- Opening Delimiter -
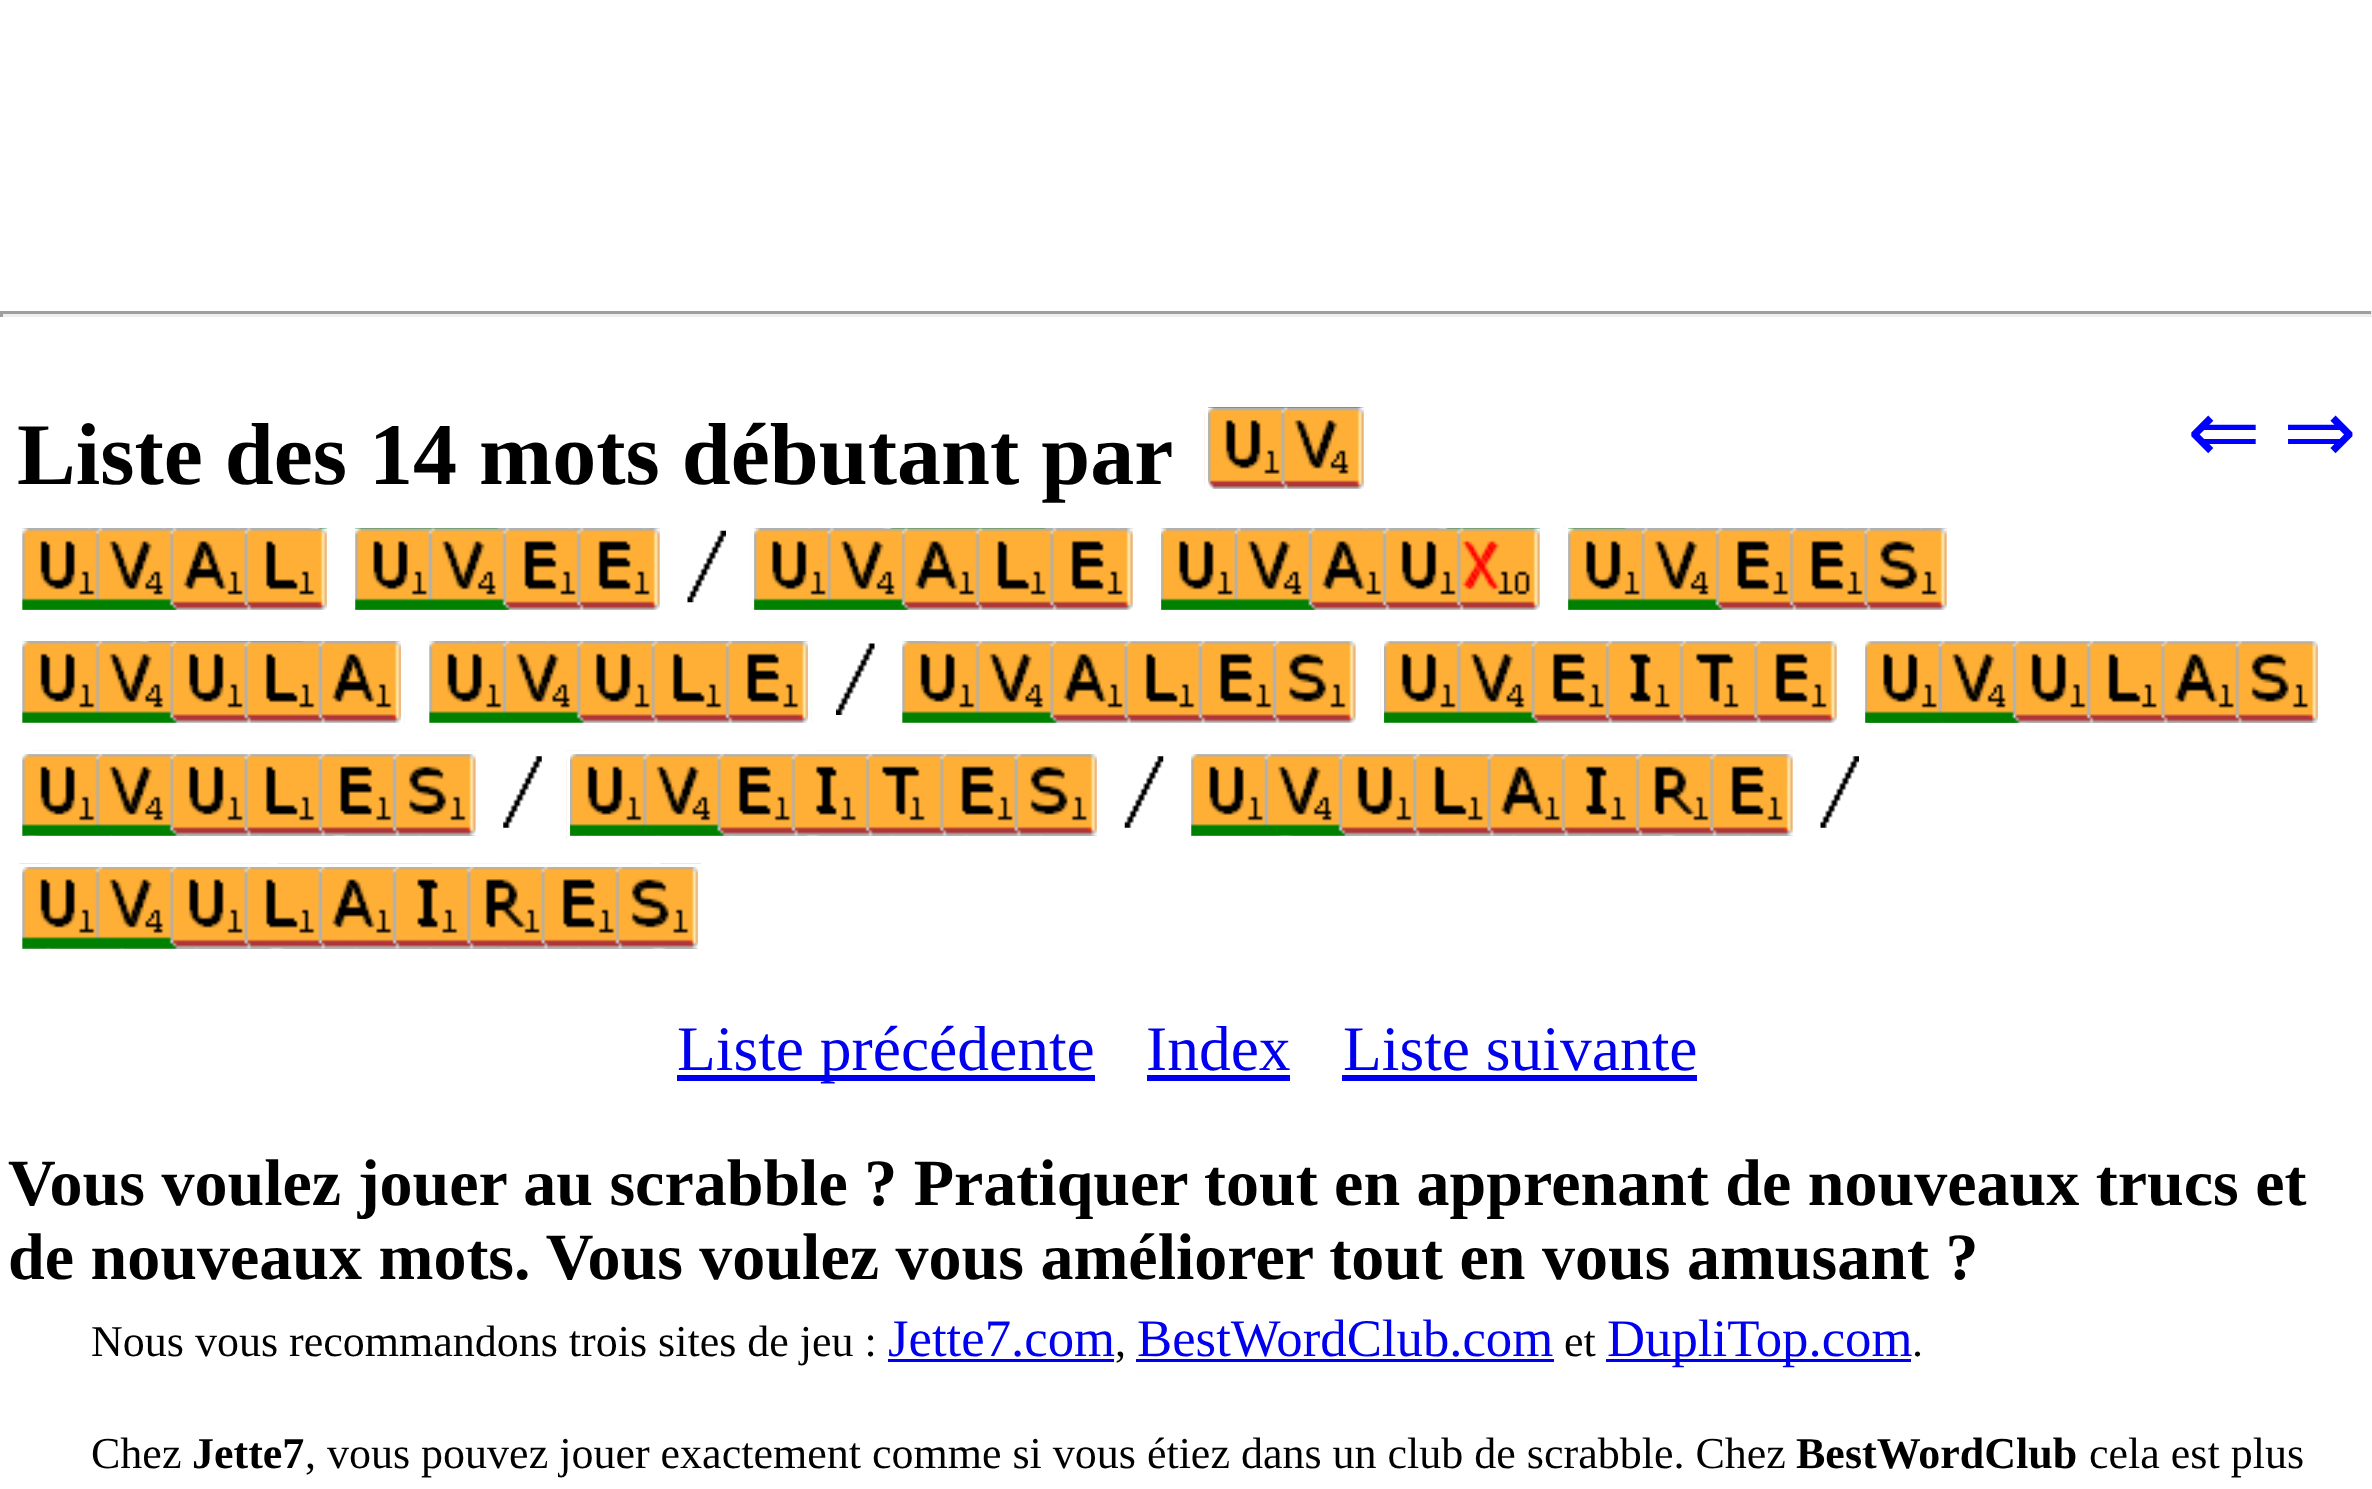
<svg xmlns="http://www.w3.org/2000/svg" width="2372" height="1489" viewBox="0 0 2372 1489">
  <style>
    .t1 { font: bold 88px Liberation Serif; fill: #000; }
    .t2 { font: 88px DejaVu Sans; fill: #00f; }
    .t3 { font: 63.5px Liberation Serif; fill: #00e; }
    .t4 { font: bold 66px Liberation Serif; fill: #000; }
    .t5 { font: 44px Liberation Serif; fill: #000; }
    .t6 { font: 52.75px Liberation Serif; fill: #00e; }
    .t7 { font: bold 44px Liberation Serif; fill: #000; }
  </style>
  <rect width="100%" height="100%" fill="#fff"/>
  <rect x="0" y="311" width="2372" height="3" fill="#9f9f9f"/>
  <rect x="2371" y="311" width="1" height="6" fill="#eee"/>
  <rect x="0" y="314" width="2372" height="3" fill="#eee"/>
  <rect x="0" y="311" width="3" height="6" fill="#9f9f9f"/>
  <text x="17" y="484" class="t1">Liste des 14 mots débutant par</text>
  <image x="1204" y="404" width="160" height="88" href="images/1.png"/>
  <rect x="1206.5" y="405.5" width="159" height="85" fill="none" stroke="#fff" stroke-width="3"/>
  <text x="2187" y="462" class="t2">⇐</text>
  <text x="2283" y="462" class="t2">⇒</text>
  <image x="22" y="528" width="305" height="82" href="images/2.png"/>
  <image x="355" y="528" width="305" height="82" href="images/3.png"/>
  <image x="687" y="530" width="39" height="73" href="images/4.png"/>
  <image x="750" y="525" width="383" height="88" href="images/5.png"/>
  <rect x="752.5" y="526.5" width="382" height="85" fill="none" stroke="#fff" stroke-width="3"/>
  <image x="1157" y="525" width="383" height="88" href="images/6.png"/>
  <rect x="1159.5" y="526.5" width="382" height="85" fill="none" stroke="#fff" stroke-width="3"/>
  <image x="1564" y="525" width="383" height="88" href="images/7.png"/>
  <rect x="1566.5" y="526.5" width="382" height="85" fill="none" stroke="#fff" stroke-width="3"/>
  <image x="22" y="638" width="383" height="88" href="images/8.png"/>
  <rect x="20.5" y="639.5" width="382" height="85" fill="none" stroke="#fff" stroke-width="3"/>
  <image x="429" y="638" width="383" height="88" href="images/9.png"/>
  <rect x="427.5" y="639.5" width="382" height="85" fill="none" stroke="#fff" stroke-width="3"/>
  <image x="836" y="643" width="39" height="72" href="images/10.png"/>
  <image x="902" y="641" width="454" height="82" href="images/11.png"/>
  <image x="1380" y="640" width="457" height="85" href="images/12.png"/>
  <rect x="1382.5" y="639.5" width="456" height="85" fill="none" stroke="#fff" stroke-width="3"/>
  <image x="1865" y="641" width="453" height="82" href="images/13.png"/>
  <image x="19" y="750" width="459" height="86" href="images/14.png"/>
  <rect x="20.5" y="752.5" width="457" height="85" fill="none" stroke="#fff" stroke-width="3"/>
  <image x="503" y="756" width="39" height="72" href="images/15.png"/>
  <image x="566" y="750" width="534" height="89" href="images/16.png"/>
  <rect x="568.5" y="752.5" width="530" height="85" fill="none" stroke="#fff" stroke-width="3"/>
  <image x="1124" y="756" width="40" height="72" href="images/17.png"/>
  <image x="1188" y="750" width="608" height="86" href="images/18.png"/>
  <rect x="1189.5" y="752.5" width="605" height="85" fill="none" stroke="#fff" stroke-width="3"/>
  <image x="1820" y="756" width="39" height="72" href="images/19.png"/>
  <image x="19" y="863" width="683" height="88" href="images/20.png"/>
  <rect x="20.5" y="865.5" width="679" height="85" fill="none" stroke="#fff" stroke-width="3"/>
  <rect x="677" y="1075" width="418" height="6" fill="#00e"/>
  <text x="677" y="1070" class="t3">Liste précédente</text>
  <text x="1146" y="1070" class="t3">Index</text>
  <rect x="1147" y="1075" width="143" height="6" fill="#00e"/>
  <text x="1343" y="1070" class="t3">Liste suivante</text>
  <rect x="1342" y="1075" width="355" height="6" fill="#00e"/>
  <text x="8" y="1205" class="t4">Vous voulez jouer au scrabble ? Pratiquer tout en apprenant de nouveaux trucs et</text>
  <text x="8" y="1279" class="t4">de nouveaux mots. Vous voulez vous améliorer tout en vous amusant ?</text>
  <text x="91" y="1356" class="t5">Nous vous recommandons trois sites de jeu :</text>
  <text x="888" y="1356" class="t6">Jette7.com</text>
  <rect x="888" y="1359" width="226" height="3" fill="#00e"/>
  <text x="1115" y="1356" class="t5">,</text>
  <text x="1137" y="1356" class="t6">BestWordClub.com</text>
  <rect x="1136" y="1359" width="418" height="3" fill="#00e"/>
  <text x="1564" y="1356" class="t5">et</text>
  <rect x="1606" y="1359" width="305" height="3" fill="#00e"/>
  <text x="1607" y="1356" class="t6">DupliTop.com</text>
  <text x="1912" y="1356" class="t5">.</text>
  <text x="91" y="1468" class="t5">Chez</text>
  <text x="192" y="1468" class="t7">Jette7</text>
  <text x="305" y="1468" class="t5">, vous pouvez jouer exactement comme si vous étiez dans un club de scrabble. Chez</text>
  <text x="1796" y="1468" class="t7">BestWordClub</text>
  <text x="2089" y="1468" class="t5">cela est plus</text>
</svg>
- Closing Delimiter -
▶ Task to carry out: Using the listing above, gather each line that holds the string "voulez" and copy it.

▶ Answer to this exercise:
  <text x="8" y="1205" class="t4">Vous voulez jouer au scrabble ? Pratiquer tout en apprenant de nouveaux trucs et</text>
  <text x="8" y="1279" class="t4">de nouveaux mots. Vous voulez vous améliorer tout en vous amusant ?</text>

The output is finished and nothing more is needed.